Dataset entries
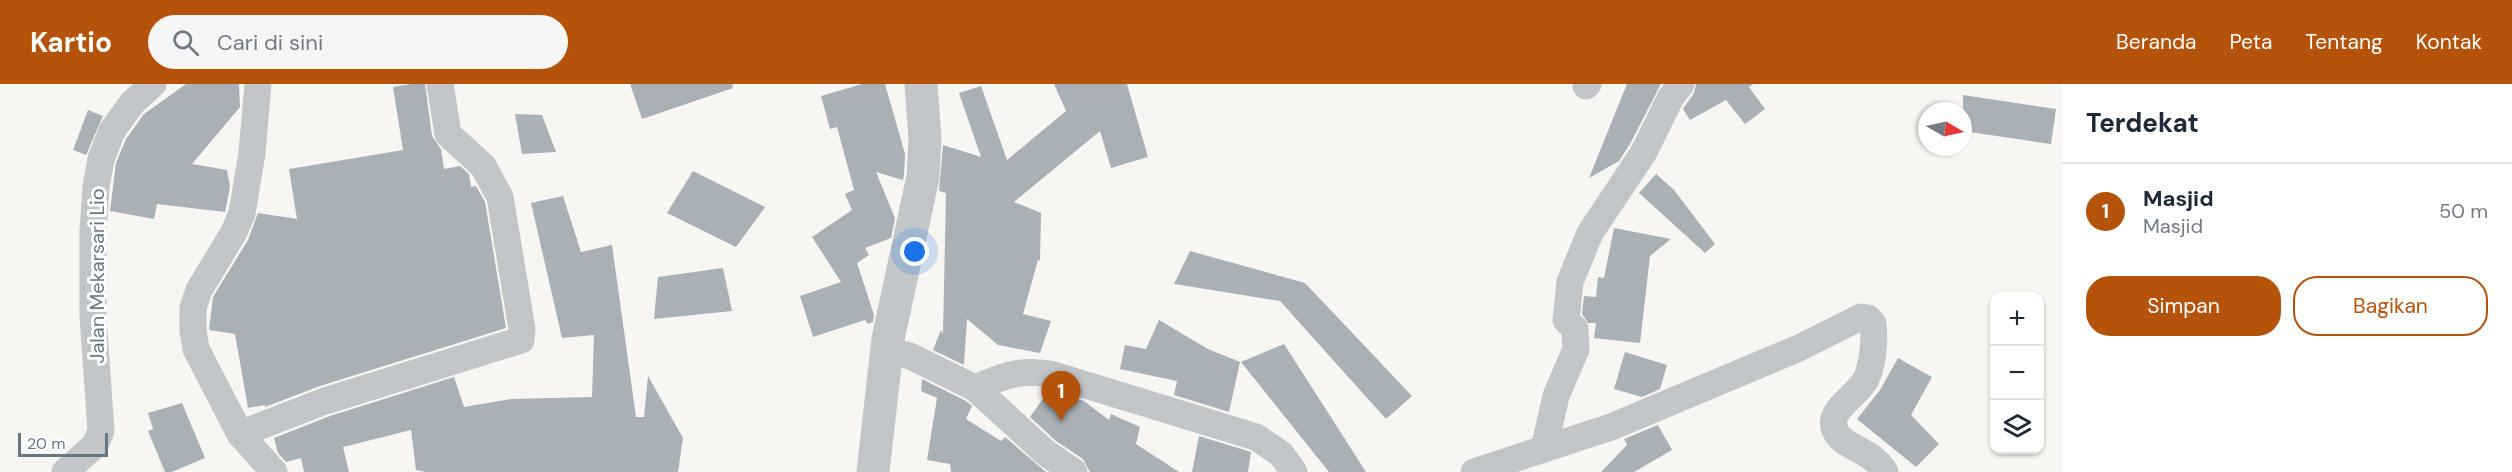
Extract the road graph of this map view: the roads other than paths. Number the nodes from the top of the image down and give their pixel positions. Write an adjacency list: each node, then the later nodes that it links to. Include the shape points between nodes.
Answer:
1 (153, 84): 10 (street, Jalan Mekarsari Lio, via 132,103 100,159 93,231 93,306 102,431 95,445)
2 (258, 84): 8 (street, via 242,213 193,308 196,349)
3 (440, 84): 8 (street, via 448,134 483,166 500,197 521,340 325,400)
4 (921, 84): 6 (street, via 925,139 922,177)
5 (1681, 84): 9 (street, via 1644,152 1590,233 1570,282 1566,320 1575,329 1576,349 1556,396)
6 (887, 350): 7 (street, via 910,356); 12 (street)
7 (975, 388): 13 (street, via 1046,453); 14 (street, via 1011,373 1050,374 1256,437 1281,454)
8 (240, 434): 11 (street)
9 (1544, 449): 15 (street); 16 (street, via 1611,427 1865,317 1874,328 1869,372 1859,390 1836,412 1833,425 1837,434 1868,453)
10 (65, 472)
11 (274, 472)
12 (873, 472)
13 (1074, 472)
14 (1294, 472)
15 (1474, 472)
16 (1885, 472)

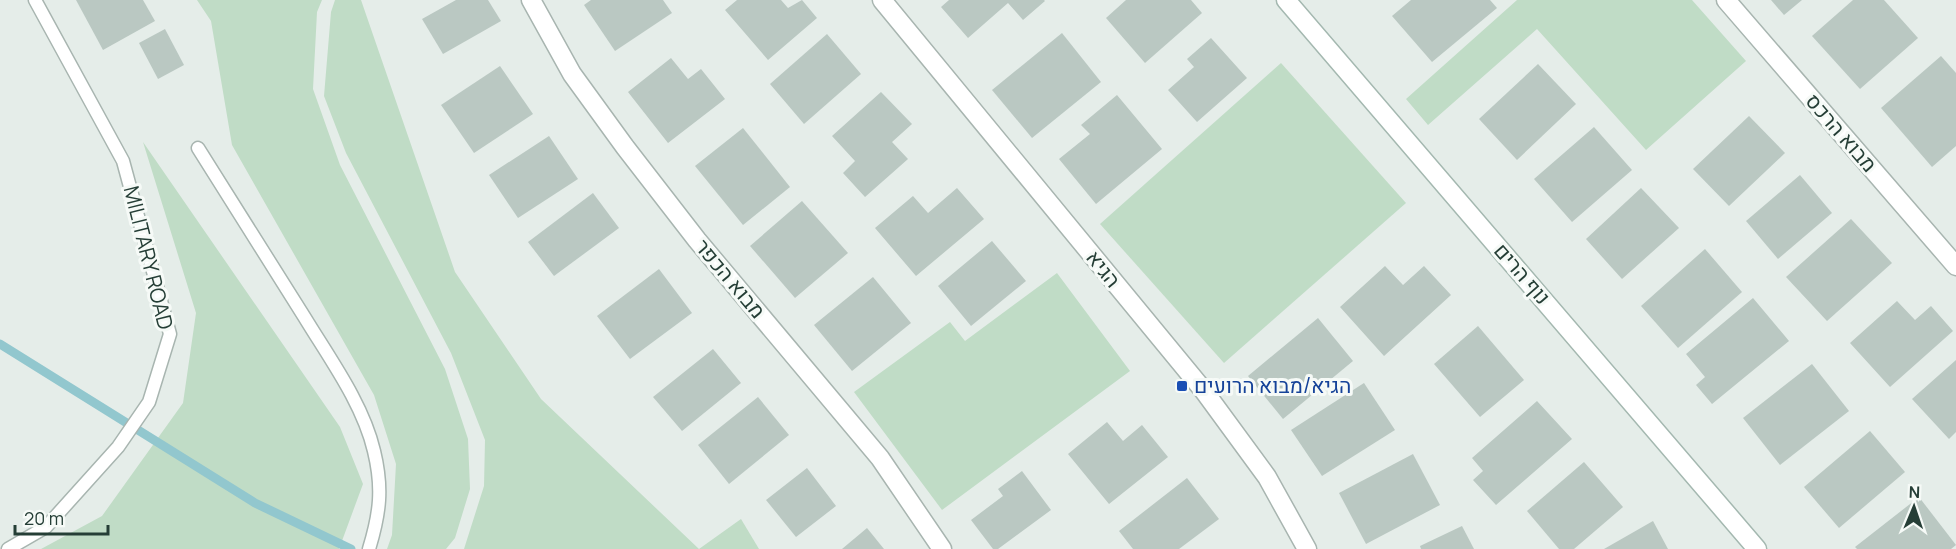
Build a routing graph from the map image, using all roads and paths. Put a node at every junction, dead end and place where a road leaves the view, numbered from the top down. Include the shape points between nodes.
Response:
1 (35, 0) edge
2 (531, 0) edge
3 (882, 0) edge
4 (1286, 0) edge
5 (1726, 0) edge
6 (198, 148) dead end
7 (1956, 266) edge
8 (8, 549) edge
9 (369, 549) edge
10 (942, 549) edge
11 (1307, 549) edge
12 (1757, 549) edge

1 - 8 lane, MILITARY ROAD via 123,161 170,334 149,402 118,447 46,527
2 - 10 street, מבוא הכפר via 573,74 625,147 697,240 880,458
3 - 11 street, הגיא via 1204,391 1267,477
4 - 12 street, נוף הרים
5 - 7 street, מבוא הרכס
6 - 9 lane via 357,407 374,449 380,485 379,514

→ **Your task**:
In your copy, exclude the pictures and repeat each entry above exactly.

→ **Response**:
Extract the road graph of this map view: the roads other than paths. Number the nodes from the top of the image down and give their pixel positions. Write an adjacency list: each node, then the later nodes that it links to. Include the shape points between nodes.
Answer:
1 (153, 84): 10 (street, Jalan Mekarsari Lio, via 132,103 100,159 93,231 93,306 102,431 95,445)
2 (258, 84): 8 (street, via 242,213 193,308 196,349)
3 (440, 84): 8 (street, via 448,134 483,166 500,197 521,340 325,400)
4 (921, 84): 6 (street, via 925,139 922,177)
5 (1681, 84): 9 (street, via 1644,152 1590,233 1570,282 1566,320 1575,329 1576,349 1556,396)
6 (887, 350): 7 (street, via 910,356); 12 (street)
7 (975, 388): 13 (street, via 1046,453); 14 (street, via 1011,373 1050,374 1256,437 1281,454)
8 (240, 434): 11 (street)
9 (1544, 449): 15 (street); 16 (street, via 1611,427 1865,317 1874,328 1869,372 1859,390 1836,412 1833,425 1837,434 1868,453)
10 (65, 472)
11 (274, 472)
12 (873, 472)
13 (1074, 472)
14 (1294, 472)
15 (1474, 472)
16 (1885, 472)

Build a routing graph from the map image, using all roads and paths. Put a node at every junction, dead end and place where a road leaves the view, numbered from the top down. Include the shape points between nodes.
Response:
1 (35, 0) edge
2 (531, 0) edge
3 (882, 0) edge
4 (1286, 0) edge
5 (1726, 0) edge
6 (198, 148) dead end
7 (1956, 266) edge
8 (8, 549) edge
9 (369, 549) edge
10 (942, 549) edge
11 (1307, 549) edge
12 (1757, 549) edge

1 - 8 lane, MILITARY ROAD via 123,161 170,334 149,402 118,447 46,527
2 - 10 street, מבוא הכפר via 573,74 625,147 697,240 880,458
3 - 11 street, הגיא via 1204,391 1267,477
4 - 12 street, נוף הרים
5 - 7 street, מבוא הרכס
6 - 9 lane via 357,407 374,449 380,485 379,514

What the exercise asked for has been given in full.